(RECORDS FOR THE TASK Opens)
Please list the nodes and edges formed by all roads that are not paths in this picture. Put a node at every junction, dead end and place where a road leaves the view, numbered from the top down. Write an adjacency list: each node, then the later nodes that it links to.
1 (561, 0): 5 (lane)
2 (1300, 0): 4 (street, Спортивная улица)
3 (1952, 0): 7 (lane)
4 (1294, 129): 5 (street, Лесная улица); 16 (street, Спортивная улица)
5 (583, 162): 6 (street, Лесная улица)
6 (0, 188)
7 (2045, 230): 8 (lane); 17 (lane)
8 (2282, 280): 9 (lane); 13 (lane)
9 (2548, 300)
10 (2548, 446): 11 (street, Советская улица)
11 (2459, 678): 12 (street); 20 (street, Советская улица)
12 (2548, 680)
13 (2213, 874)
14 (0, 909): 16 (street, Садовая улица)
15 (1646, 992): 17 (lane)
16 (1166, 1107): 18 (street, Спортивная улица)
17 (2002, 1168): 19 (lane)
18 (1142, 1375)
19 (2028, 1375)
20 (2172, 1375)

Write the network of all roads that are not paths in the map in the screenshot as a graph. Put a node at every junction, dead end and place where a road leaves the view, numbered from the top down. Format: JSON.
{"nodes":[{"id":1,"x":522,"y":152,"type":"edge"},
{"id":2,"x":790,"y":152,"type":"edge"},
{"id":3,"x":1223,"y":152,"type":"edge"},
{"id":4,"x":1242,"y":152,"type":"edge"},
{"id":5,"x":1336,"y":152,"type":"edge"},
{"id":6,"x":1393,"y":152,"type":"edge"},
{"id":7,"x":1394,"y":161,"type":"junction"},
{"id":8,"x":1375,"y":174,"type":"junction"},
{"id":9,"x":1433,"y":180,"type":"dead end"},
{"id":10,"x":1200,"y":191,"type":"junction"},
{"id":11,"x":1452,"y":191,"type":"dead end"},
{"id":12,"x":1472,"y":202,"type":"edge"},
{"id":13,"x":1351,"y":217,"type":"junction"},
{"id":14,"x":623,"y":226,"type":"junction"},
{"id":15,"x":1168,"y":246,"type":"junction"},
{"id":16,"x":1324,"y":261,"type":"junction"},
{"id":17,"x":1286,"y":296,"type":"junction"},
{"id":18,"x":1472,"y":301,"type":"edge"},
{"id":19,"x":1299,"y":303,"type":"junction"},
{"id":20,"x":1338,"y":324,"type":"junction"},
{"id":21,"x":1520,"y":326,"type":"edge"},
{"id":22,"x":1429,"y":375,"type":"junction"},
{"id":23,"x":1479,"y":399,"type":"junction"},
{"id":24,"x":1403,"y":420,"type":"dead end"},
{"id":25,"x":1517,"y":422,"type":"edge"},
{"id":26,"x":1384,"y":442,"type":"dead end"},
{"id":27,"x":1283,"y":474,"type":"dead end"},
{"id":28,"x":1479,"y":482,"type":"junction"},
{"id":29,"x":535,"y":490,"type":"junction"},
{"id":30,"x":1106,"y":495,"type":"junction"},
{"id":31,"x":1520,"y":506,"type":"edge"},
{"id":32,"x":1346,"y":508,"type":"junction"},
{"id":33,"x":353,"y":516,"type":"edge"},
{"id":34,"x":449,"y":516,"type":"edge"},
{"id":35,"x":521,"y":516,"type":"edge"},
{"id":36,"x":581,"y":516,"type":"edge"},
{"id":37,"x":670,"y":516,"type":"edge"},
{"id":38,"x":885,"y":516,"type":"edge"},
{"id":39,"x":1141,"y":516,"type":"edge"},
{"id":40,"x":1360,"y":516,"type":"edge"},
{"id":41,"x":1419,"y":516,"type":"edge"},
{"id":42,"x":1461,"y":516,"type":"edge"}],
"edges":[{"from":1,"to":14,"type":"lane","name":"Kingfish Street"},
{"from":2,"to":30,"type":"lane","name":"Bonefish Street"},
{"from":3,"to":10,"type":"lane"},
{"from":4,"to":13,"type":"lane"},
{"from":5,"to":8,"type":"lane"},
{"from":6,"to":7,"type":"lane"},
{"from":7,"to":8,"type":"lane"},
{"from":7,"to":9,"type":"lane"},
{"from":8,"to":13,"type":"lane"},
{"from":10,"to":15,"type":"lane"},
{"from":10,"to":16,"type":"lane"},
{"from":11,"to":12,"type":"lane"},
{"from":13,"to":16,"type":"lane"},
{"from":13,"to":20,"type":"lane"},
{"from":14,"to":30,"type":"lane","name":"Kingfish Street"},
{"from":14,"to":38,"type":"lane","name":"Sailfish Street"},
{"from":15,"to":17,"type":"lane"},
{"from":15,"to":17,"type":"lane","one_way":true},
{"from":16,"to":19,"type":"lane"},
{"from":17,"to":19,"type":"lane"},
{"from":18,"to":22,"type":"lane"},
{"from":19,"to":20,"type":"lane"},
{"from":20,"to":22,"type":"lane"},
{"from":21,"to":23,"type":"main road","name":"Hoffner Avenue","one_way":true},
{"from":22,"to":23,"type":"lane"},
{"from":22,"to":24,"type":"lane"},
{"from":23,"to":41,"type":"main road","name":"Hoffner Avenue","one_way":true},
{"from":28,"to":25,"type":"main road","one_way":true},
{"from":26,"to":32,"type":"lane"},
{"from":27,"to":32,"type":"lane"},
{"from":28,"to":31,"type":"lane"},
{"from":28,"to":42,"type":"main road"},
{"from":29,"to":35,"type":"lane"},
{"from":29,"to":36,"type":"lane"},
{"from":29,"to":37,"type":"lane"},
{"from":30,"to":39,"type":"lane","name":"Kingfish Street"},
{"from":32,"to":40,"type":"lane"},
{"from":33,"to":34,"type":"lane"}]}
(RECORDS FOR THE TASK Closes)
## EXERCISE REQUIREMENTS
Down to the last line, retype the entries above exactly.

## RESULT OF THE TASK
Please list the nodes and edges formed by all roads that are not paths in this picture. Put a node at every junction, dead end and place where a road leaves the view, numbered from the top down. Write an adjacency list: each node, then the later nodes that it links to.
1 (561, 0): 5 (lane)
2 (1300, 0): 4 (street, Спортивная улица)
3 (1952, 0): 7 (lane)
4 (1294, 129): 5 (street, Лесная улица); 16 (street, Спортивная улица)
5 (583, 162): 6 (street, Лесная улица)
6 (0, 188)
7 (2045, 230): 8 (lane); 17 (lane)
8 (2282, 280): 9 (lane); 13 (lane)
9 (2548, 300)
10 (2548, 446): 11 (street, Советская улица)
11 (2459, 678): 12 (street); 20 (street, Советская улица)
12 (2548, 680)
13 (2213, 874)
14 (0, 909): 16 (street, Садовая улица)
15 (1646, 992): 17 (lane)
16 (1166, 1107): 18 (street, Спортивная улица)
17 (2002, 1168): 19 (lane)
18 (1142, 1375)
19 (2028, 1375)
20 (2172, 1375)

Write the network of all roads that are not paths in the map in the screenshot as a graph. Put a node at every junction, dead end and place where a road leaves the view, numbered from the top down. Format: JSON.
{"nodes":[{"id":1,"x":522,"y":152,"type":"edge"},
{"id":2,"x":790,"y":152,"type":"edge"},
{"id":3,"x":1223,"y":152,"type":"edge"},
{"id":4,"x":1242,"y":152,"type":"edge"},
{"id":5,"x":1336,"y":152,"type":"edge"},
{"id":6,"x":1393,"y":152,"type":"edge"},
{"id":7,"x":1394,"y":161,"type":"junction"},
{"id":8,"x":1375,"y":174,"type":"junction"},
{"id":9,"x":1433,"y":180,"type":"dead end"},
{"id":10,"x":1200,"y":191,"type":"junction"},
{"id":11,"x":1452,"y":191,"type":"dead end"},
{"id":12,"x":1472,"y":202,"type":"edge"},
{"id":13,"x":1351,"y":217,"type":"junction"},
{"id":14,"x":623,"y":226,"type":"junction"},
{"id":15,"x":1168,"y":246,"type":"junction"},
{"id":16,"x":1324,"y":261,"type":"junction"},
{"id":17,"x":1286,"y":296,"type":"junction"},
{"id":18,"x":1472,"y":301,"type":"edge"},
{"id":19,"x":1299,"y":303,"type":"junction"},
{"id":20,"x":1338,"y":324,"type":"junction"},
{"id":21,"x":1520,"y":326,"type":"edge"},
{"id":22,"x":1429,"y":375,"type":"junction"},
{"id":23,"x":1479,"y":399,"type":"junction"},
{"id":24,"x":1403,"y":420,"type":"dead end"},
{"id":25,"x":1517,"y":422,"type":"edge"},
{"id":26,"x":1384,"y":442,"type":"dead end"},
{"id":27,"x":1283,"y":474,"type":"dead end"},
{"id":28,"x":1479,"y":482,"type":"junction"},
{"id":29,"x":535,"y":490,"type":"junction"},
{"id":30,"x":1106,"y":495,"type":"junction"},
{"id":31,"x":1520,"y":506,"type":"edge"},
{"id":32,"x":1346,"y":508,"type":"junction"},
{"id":33,"x":353,"y":516,"type":"edge"},
{"id":34,"x":449,"y":516,"type":"edge"},
{"id":35,"x":521,"y":516,"type":"edge"},
{"id":36,"x":581,"y":516,"type":"edge"},
{"id":37,"x":670,"y":516,"type":"edge"},
{"id":38,"x":885,"y":516,"type":"edge"},
{"id":39,"x":1141,"y":516,"type":"edge"},
{"id":40,"x":1360,"y":516,"type":"edge"},
{"id":41,"x":1419,"y":516,"type":"edge"},
{"id":42,"x":1461,"y":516,"type":"edge"}],
"edges":[{"from":1,"to":14,"type":"lane","name":"Kingfish Street"},
{"from":2,"to":30,"type":"lane","name":"Bonefish Street"},
{"from":3,"to":10,"type":"lane"},
{"from":4,"to":13,"type":"lane"},
{"from":5,"to":8,"type":"lane"},
{"from":6,"to":7,"type":"lane"},
{"from":7,"to":8,"type":"lane"},
{"from":7,"to":9,"type":"lane"},
{"from":8,"to":13,"type":"lane"},
{"from":10,"to":15,"type":"lane"},
{"from":10,"to":16,"type":"lane"},
{"from":11,"to":12,"type":"lane"},
{"from":13,"to":16,"type":"lane"},
{"from":13,"to":20,"type":"lane"},
{"from":14,"to":30,"type":"lane","name":"Kingfish Street"},
{"from":14,"to":38,"type":"lane","name":"Sailfish Street"},
{"from":15,"to":17,"type":"lane"},
{"from":15,"to":17,"type":"lane","one_way":true},
{"from":16,"to":19,"type":"lane"},
{"from":17,"to":19,"type":"lane"},
{"from":18,"to":22,"type":"lane"},
{"from":19,"to":20,"type":"lane"},
{"from":20,"to":22,"type":"lane"},
{"from":21,"to":23,"type":"main road","name":"Hoffner Avenue","one_way":true},
{"from":22,"to":23,"type":"lane"},
{"from":22,"to":24,"type":"lane"},
{"from":23,"to":41,"type":"main road","name":"Hoffner Avenue","one_way":true},
{"from":28,"to":25,"type":"main road","one_way":true},
{"from":26,"to":32,"type":"lane"},
{"from":27,"to":32,"type":"lane"},
{"from":28,"to":31,"type":"lane"},
{"from":28,"to":42,"type":"main road"},
{"from":29,"to":35,"type":"lane"},
{"from":29,"to":36,"type":"lane"},
{"from":29,"to":37,"type":"lane"},
{"from":30,"to":39,"type":"lane","name":"Kingfish Street"},
{"from":32,"to":40,"type":"lane"},
{"from":33,"to":34,"type":"lane"}]}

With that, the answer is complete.